War of analogies The motion picture industry successfully censored 2600 for posting DeCSS code under the DMCA in 2600 v Universal Studios. The case is now on appeal.

I heard Chicago law prof. Geoffrey Stone talk about the case and its First Ammendment ramifications today. Basically, he said that if a law incidently blocks speech, but is fundamentally not about speech at all, then the Supreme Court lets the law stand. This is sensible since almost any law can, in some situations, block speech, and the Supreme Court doesn't want to be buried under millions of First Ammendment challenges. The second point is that if "words" are essentially like keys to a lock, they can have their functionality prohibited because prohibiting functionality is incidental to banning content.
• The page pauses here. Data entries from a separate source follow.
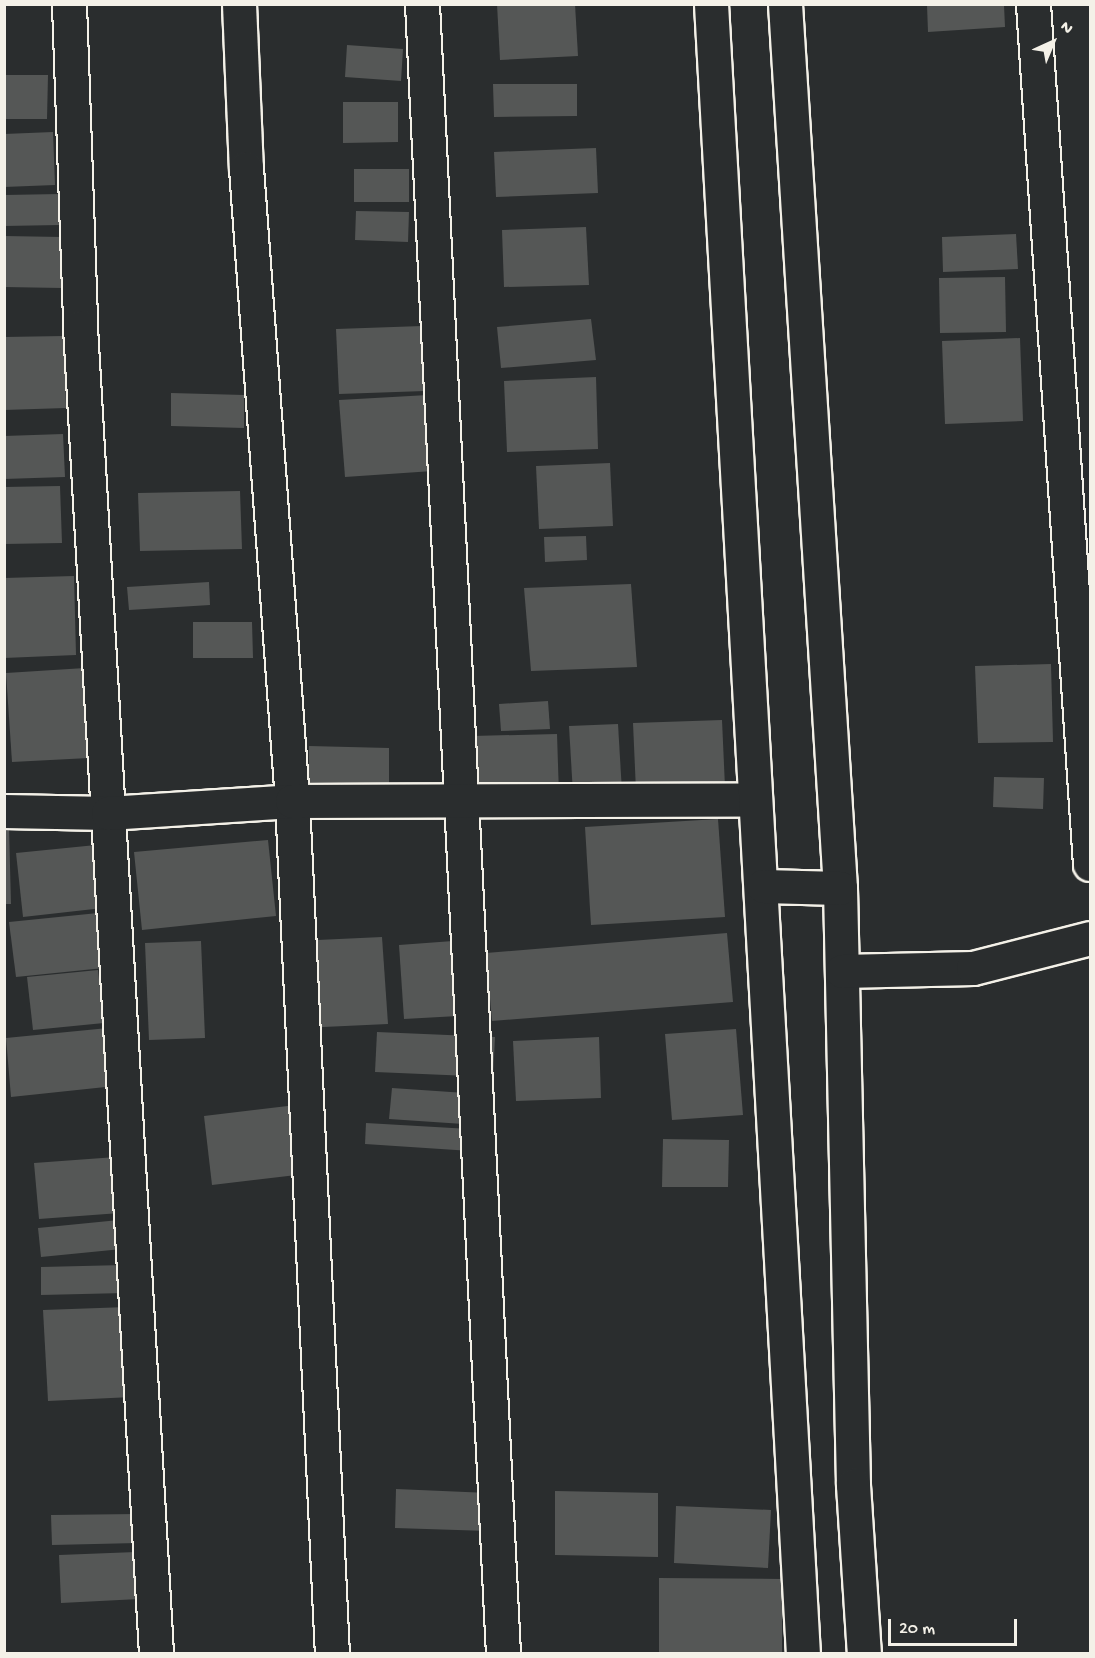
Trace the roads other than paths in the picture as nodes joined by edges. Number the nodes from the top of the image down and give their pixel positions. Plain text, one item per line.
1 (69, 4) edge
2 (239, 4) edge
3 (422, 4) edge
4 (711, 4) edge
5 (785, 4) edge
6 (1033, 4) edge
7 (755, 799) junction
8 (292, 801) junction
9 (460, 803) junction
10 (4, 812) edge
11 (108, 813) junction
12 (1090, 864) edge
13 (763, 886) junction
14 (840, 888) junction
15 (1090, 938) edge
16 (842, 971) junction
17 (156, 1653) edge
18 (332, 1653) edge
19 (503, 1653) edge
20 (803, 1653) edge
21 (864, 1653) edge

1 - 11 street
2 - 8 street
3 - 9 street
4 - 7 street
5 - 14 street
6 - 12 street
7 - 9 street
7 - 13 street
8 - 9 street
8 - 11 street
8 - 18 street
9 - 19 street
10 - 11 street
11 - 17 street
13 - 14 street
13 - 20 street
14 - 16 street
15 - 16 street
16 - 21 street

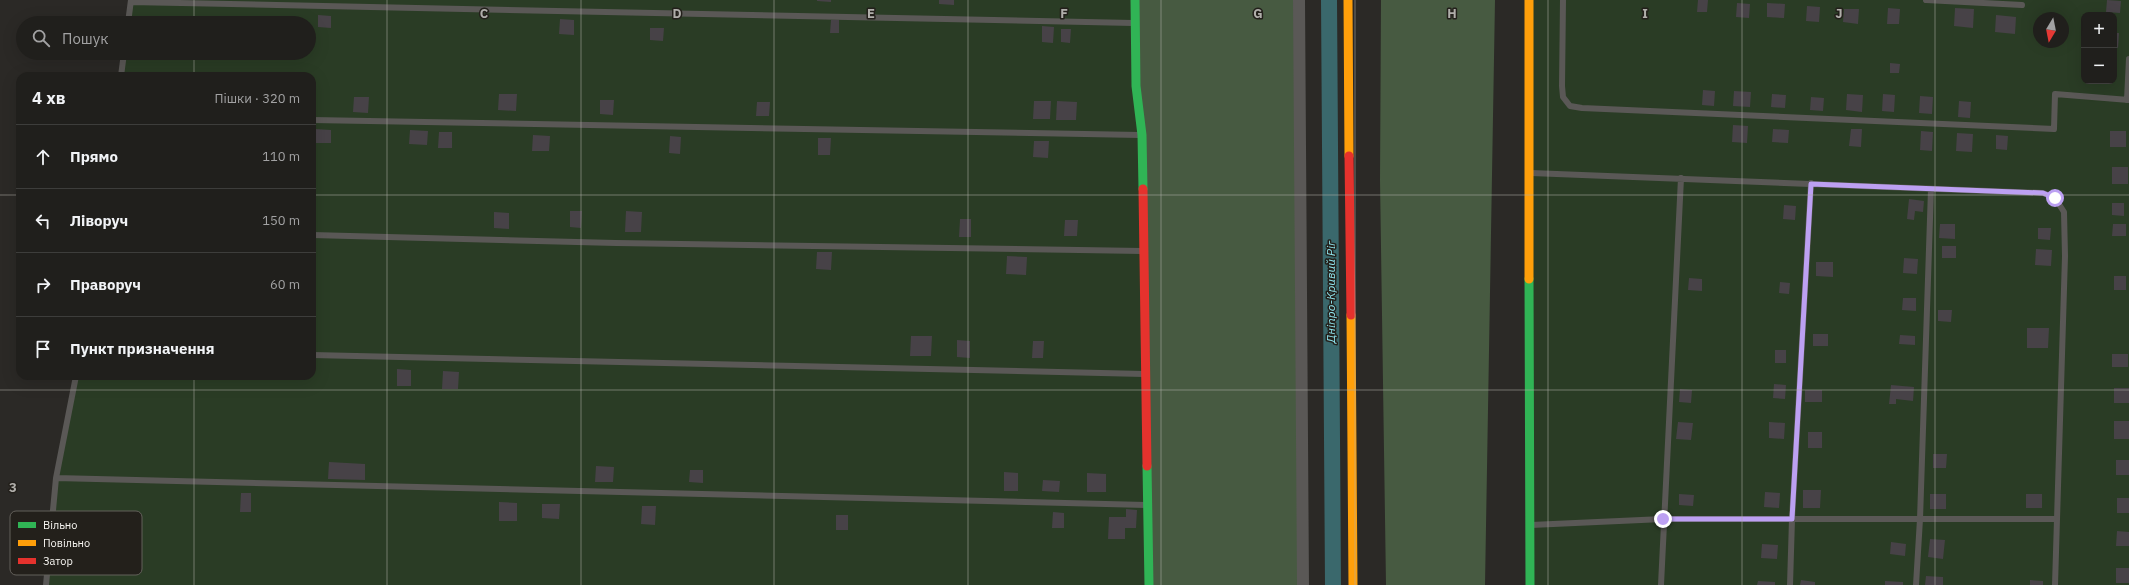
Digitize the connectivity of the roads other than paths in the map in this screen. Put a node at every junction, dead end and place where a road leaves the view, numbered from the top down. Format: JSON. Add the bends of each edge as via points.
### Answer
{"nodes":[{"id":1,"x":1135,"y":0,"type":"edge"},
{"id":2,"x":1299,"y":0,"type":"edge"},
{"id":3,"x":1348,"y":0,"type":"edge"},
{"id":4,"x":1529,"y":0,"type":"edge"},
{"id":5,"x":1563,"y":0,"type":"edge"},
{"id":6,"x":1926,"y":0,"type":"edge"},
{"id":7,"x":131,"y":1,"type":"edge"},
{"id":8,"x":2022,"y":5,"type":"dead end"},
{"id":9,"x":129,"y":16,"type":"edge"},
{"id":10,"x":1137,"y":23,"type":"junction"},
{"id":11,"x":2129,"y":59,"type":"edge"},
{"id":12,"x":123,"y":60,"type":"edge"},
{"id":13,"x":122,"y":72,"type":"edge"},
{"id":14,"x":2128,"y":100,"type":"edge"},
{"id":15,"x":316,"y":120,"type":"edge"},
{"id":16,"x":1142,"y":135,"type":"junction"},
{"id":17,"x":1528,"y":173,"type":"junction"},
{"id":18,"x":1681,"y":178,"type":"junction"},
{"id":19,"x":1811,"y":184,"type":"junction"},
{"id":20,"x":1931,"y":189,"type":"junction"},
{"id":21,"x":316,"y":235,"type":"edge"},
{"id":22,"x":1144,"y":251,"type":"junction"},
{"id":23,"x":316,"y":355,"type":"edge"},
{"id":24,"x":1147,"y":374,"type":"junction"},
{"id":25,"x":75,"y":380,"type":"edge"},
{"id":26,"x":56,"y":478,"type":"junction"},
{"id":27,"x":1147,"y":505,"type":"junction"},
{"id":28,"x":53,"y":511,"type":"edge"},
{"id":29,"x":1663,"y":519,"type":"junction"},
{"id":30,"x":1792,"y":519,"type":"junction"},
{"id":31,"x":1920,"y":519,"type":"junction"},
{"id":32,"x":2056,"y":519,"type":"junction"},
{"id":33,"x":1530,"y":526,"type":"junction"},
{"id":34,"x":47,"y":575,"type":"edge"},
{"id":35,"x":46,"y":585,"type":"edge"},
{"id":36,"x":1149,"y":585,"type":"edge"},
{"id":37,"x":1303,"y":585,"type":"edge"},
{"id":38,"x":1353,"y":585,"type":"edge"},
{"id":39,"x":1530,"y":585,"type":"edge"},
{"id":40,"x":1661,"y":585,"type":"edge"},
{"id":41,"x":1790,"y":585,"type":"edge"},
{"id":42,"x":1916,"y":585,"type":"edge"},
{"id":43,"x":2055,"y":585,"type":"edge"}],
"edges":[{"from":1,"to":10,"type":"street"},
{"from":2,"to":37,"type":"street"},
{"from":3,"to":38,"type":"street"},
{"from":4,"to":17,"type":"street"},
{"from":5,"to":14,"type":"lane","via":[[1563,98],[1570,106],[2054,129],[2055,94]]},
{"from":6,"to":8,"type":"lane"},
{"from":7,"to":9,"type":"lane"},
{"from":7,"to":10,"type":"lane"},
{"from":10,"to":16,"type":"street","via":[[1136,86]]},
{"from":11,"to":14,"type":"lane"},
{"from":12,"to":13,"type":"lane"},
{"from":15,"to":16,"type":"lane"},
{"from":16,"to":22,"type":"street"},
{"from":17,"to":18,"type":"lane"},
{"from":17,"to":33,"type":"street"},
{"from":18,"to":19,"type":"lane"},
{"from":18,"to":29,"type":"lane"},
{"from":19,"to":20,"type":"lane"},
{"from":19,"to":30,"type":"lane"},
{"from":20,"to":31,"type":"lane"},
{"from":20,"to":32,"type":"lane","via":[[2043,193],[2055,198],[2064,212],[2065,256]]},
{"from":21,"to":22,"type":"lane"},
{"from":22,"to":24,"type":"street"},
{"from":23,"to":24,"type":"lane"},
{"from":24,"to":27,"type":"street"},
{"from":25,"to":26,"type":"lane"},
{"from":26,"to":27,"type":"lane"},
{"from":26,"to":28,"type":"lane"},
{"from":27,"to":36,"type":"street"},
{"from":29,"to":30,"type":"lane"},
{"from":29,"to":33,"type":"lane"},
{"from":29,"to":40,"type":"lane"},
{"from":30,"to":31,"type":"lane"},
{"from":30,"to":41,"type":"lane"},
{"from":31,"to":32,"type":"lane"},
{"from":31,"to":42,"type":"lane"},
{"from":32,"to":43,"type":"lane"},
{"from":33,"to":39,"type":"street"},
{"from":34,"to":35,"type":"lane"}]}
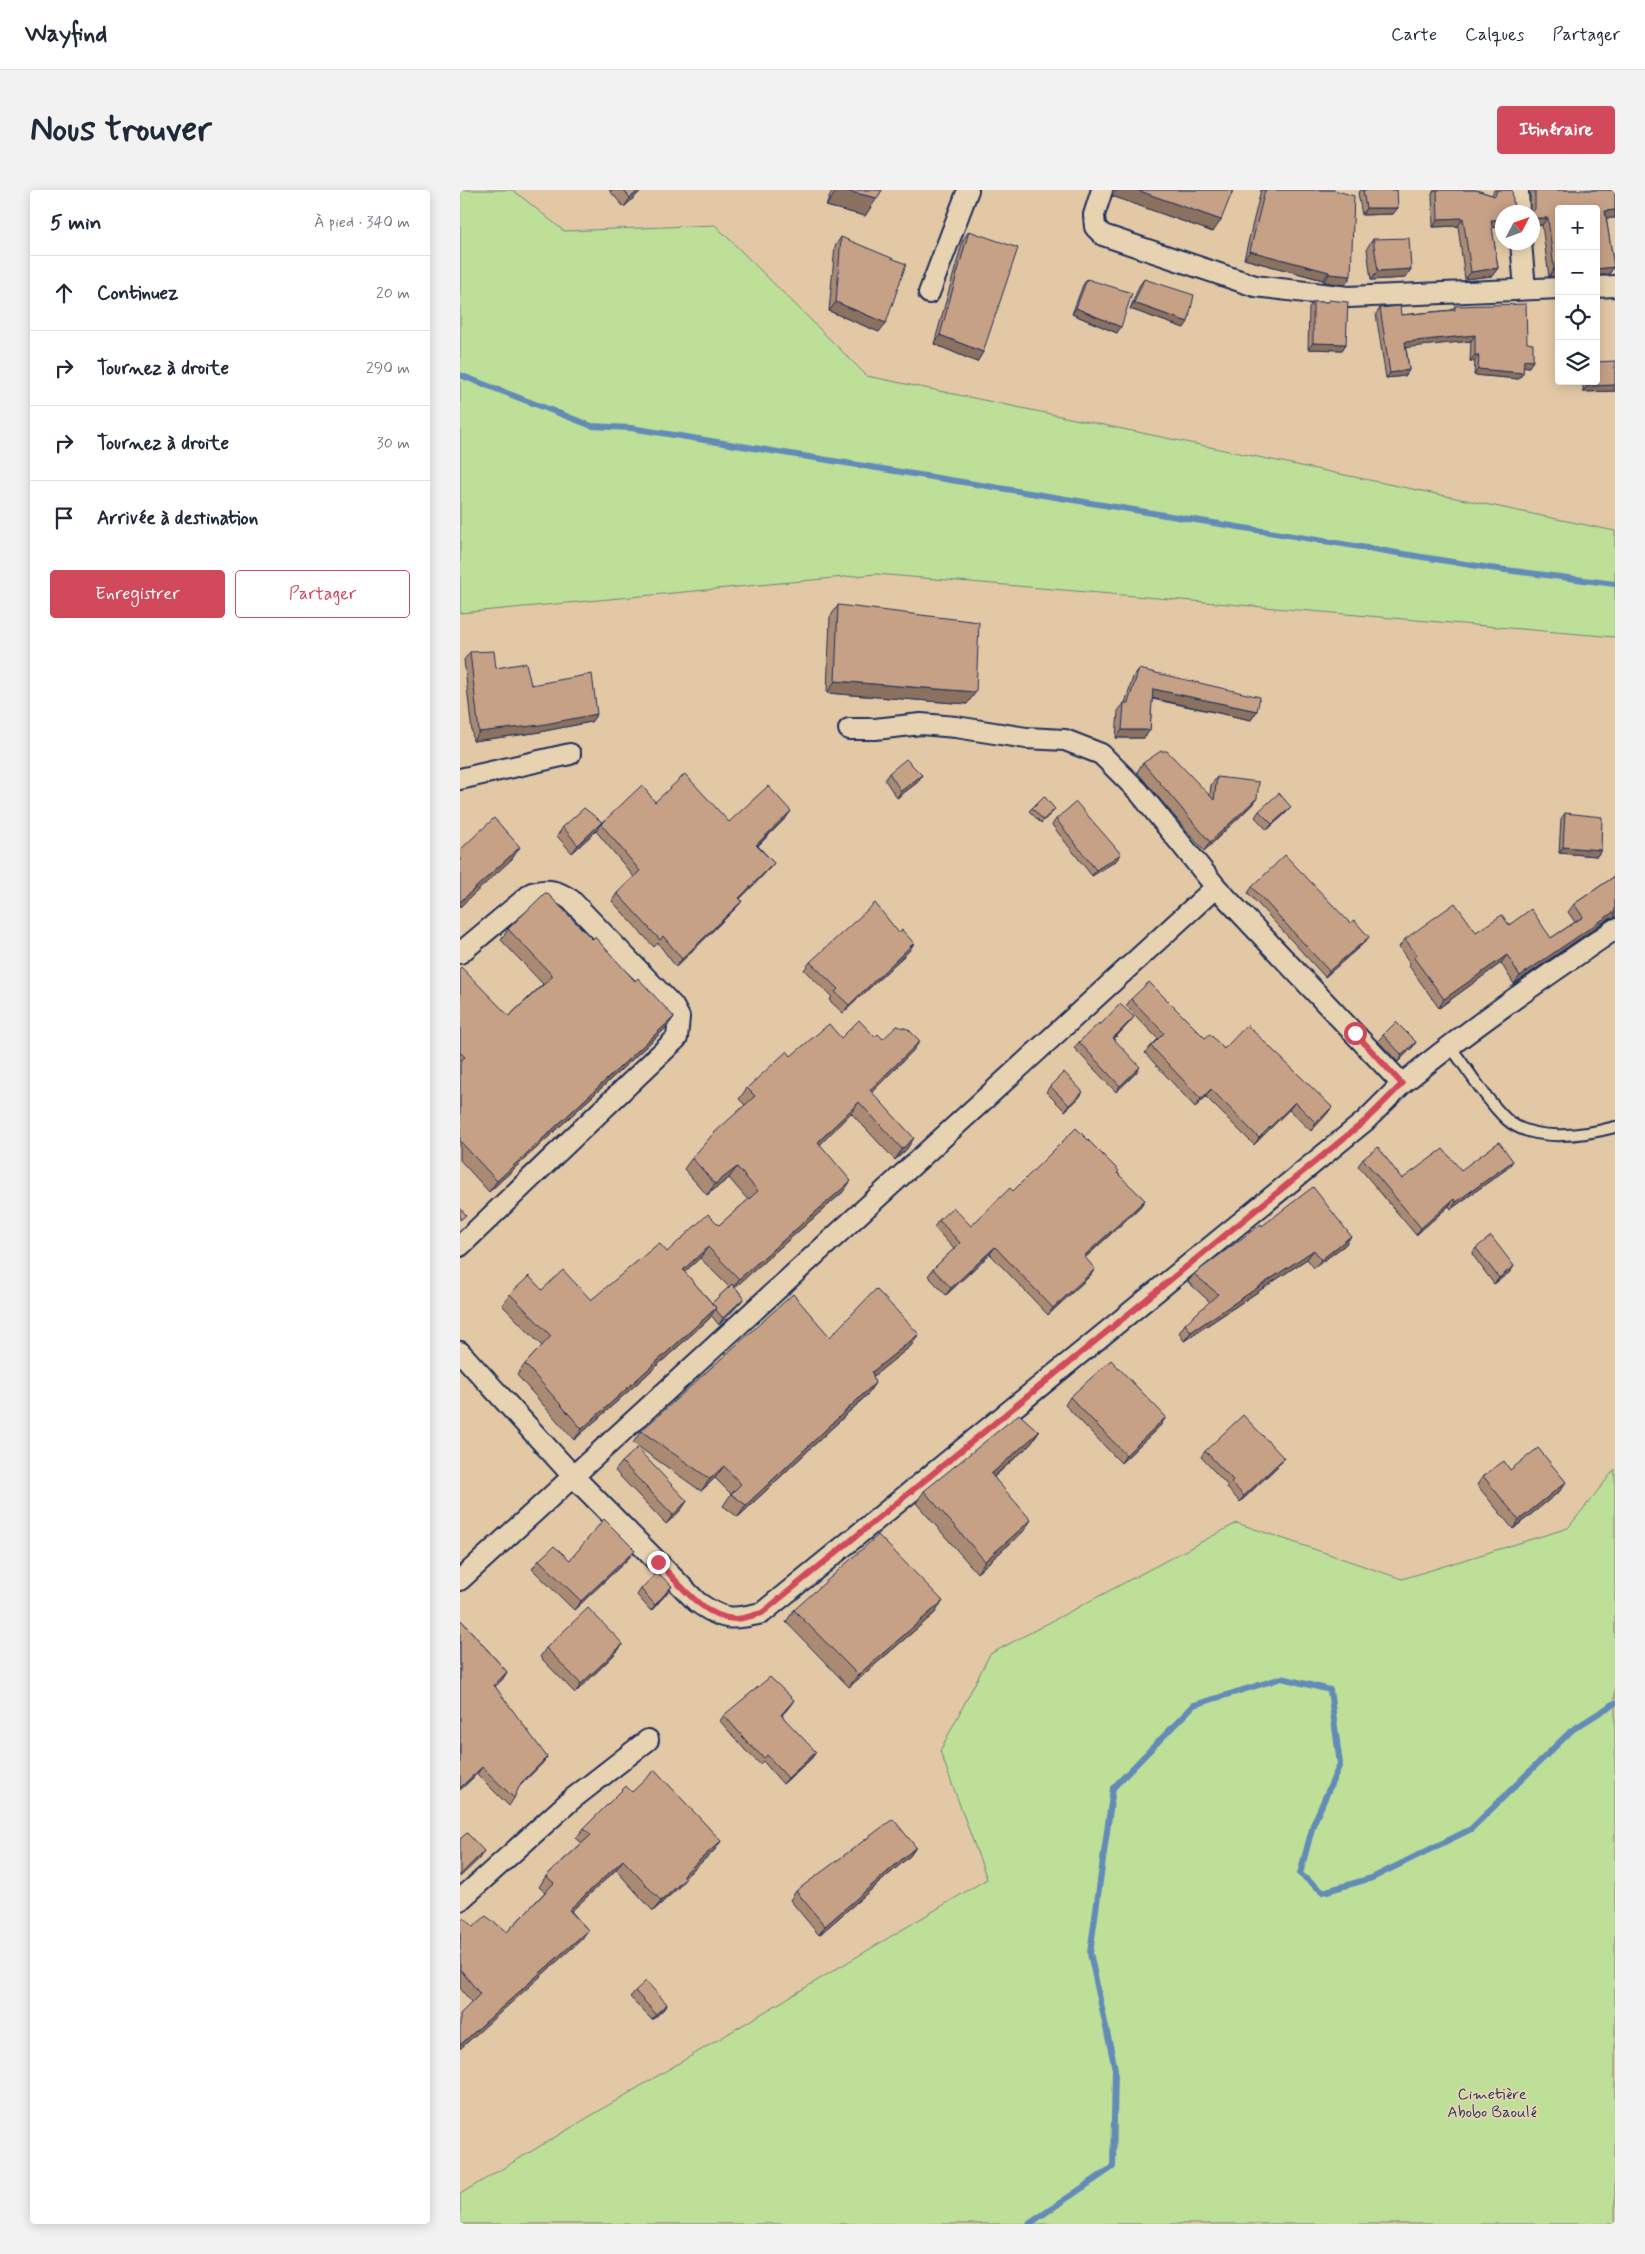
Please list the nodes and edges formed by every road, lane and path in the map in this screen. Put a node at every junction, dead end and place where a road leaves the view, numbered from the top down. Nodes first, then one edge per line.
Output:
1 (968, 190) edge
2 (1102, 190) edge
3 (1518, 190) edge
4 (1519, 205) edge
5 (1522, 250) edge
6 (1615, 286) edge
7 (1600, 287) edge
8 (1555, 288) edge
9 (1526, 289) junction
10 (929, 293) dead end
11 (849, 729) dead end
12 (570, 754) dead end
13 (460, 779) edge
14 (1216, 887) junction
15 (1615, 929) edge
16 (460, 953) edge
17 (1450, 1045) junction
18 (1402, 1084) junction
19 (1615, 1127) edge
20 (460, 1246) edge
21 (460, 1352) edge
22 (573, 1476) junction
23 (460, 1580) edge
24 (648, 1740) dead end
25 (460, 1900) edge

1 - 10 street
2 - 9 street
3 - 4 street
5 - 9 street
6 - 7 street
8 - 9 street
11 - 14 street
12 - 13 street
14 - 18 street
14 - 22 street
15 - 17 street
16 - 20 street
17 - 18 street
17 - 19 lane
18 - 22 street
21 - 22 street
22 - 23 street
24 - 25 street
DeCSS, then, becomes a case of two duelling metaphors. Is it like a key, passed on from one accomplice to another to further an illegal end? Or is it like a book (or movie) describing a homicide in painstaking detail, which is valuable both as entertainment but also teaches someone how to commit crime? The former does not enjoy First Ammendment protection, but the latter does.

I think a good way to attack this case is to argue that CSS is not about preventing copying at all (which it isn't), it's about enforcing industry collusion to geographically carve up sales territory. This doesn't declare the DMCA unconstitutional, but it does carve out an exception for DeCSS and other code-backed cartels.